Do I just need more practice, drilling a little at a time and backing out and repeating? Any tricks.

The thickness of the metal is about 3/8"

Thanks

Dave Vergun


----------



## xo18thfa (Jan 2, 2008)

Posted By SE18 on 17 Feb 2010 11:41 AM 
I guess this could also apply to white metal castings, but I made some train castings in a lead/solder mix.

When I try to drill thru the metal the bit melts the metal and slides around. I did make a starter hole using a punch but there still was some bit wandering.


Do I just need more practice, drilling a little at a time and backing out and repeating? Any tricks.

The thickness of the metal is about 3/8"

Thanks

Dave Vergun 




Hi Dave: Softer metals are hard to drill sometimes. They like to gum-up the bits, soft metal likes to grab too. Very sharp bits, somewhat lower speed on the drill, somewhat slower feed, oil seem to help. Yes and for some reason, they like to wander. Choke up the drill bit in the chuck to make it more rigid. Maybe start the hole with machinist's centering bit first, then switch to regular drill.


This is what I mean by a center drill.
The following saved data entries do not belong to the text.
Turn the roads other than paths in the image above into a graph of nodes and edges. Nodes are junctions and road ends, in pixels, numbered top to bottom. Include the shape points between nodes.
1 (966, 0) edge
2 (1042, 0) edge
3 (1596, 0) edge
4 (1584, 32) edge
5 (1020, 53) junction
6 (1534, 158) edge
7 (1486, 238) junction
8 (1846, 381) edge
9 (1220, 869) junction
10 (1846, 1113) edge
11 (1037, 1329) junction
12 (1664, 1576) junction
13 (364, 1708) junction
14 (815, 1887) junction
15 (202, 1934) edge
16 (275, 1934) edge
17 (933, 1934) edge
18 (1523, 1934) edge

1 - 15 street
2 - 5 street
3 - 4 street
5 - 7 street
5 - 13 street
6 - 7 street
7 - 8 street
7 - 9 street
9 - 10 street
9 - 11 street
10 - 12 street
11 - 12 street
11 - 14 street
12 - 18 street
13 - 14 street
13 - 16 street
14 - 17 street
They are very rigid and intended to start a hole on a rough metal surface:










Bob


----------



## SE18 (Feb 21, 2008)

thanks, I'm always amazed at the variety of bits out there that I never even knew about


----------



## Greg Elmassian (Jan 3, 2008)

Drill a lot more slowly 
Use a sharp bit 
lube the bit with beeswax (helps keep the metal from sticking to the bit) 
Drill a bit and back out to clear shavings 

You did not mention the diameter of the hole you are drilling... 

Regards, Greg


----------



## SE18 (Feb 21, 2008)

Thanks. diameter is 3/16. 

BTW, I did notice a fair amount of shavings coming off the bit. 

Best part of screwing it up is I can reheat and repour; can't say that about resin castings; also, no expiration date


----------



## Trains West (Oct 4, 2008)

drill very slowly like under 100 rpm


----------



## Robby D (Oct 15, 2009)

Use a Screw Machine Length Parabolic drill with a tin coating.


----------



## Totalwrecker (Feb 26, 2009)

Drill a pilot hole with a hand held pin vise, around 1/16th will do. Wax or dipping the bit in light oil and slow speed. Don't let the lead pull the bit, you'll feel it. 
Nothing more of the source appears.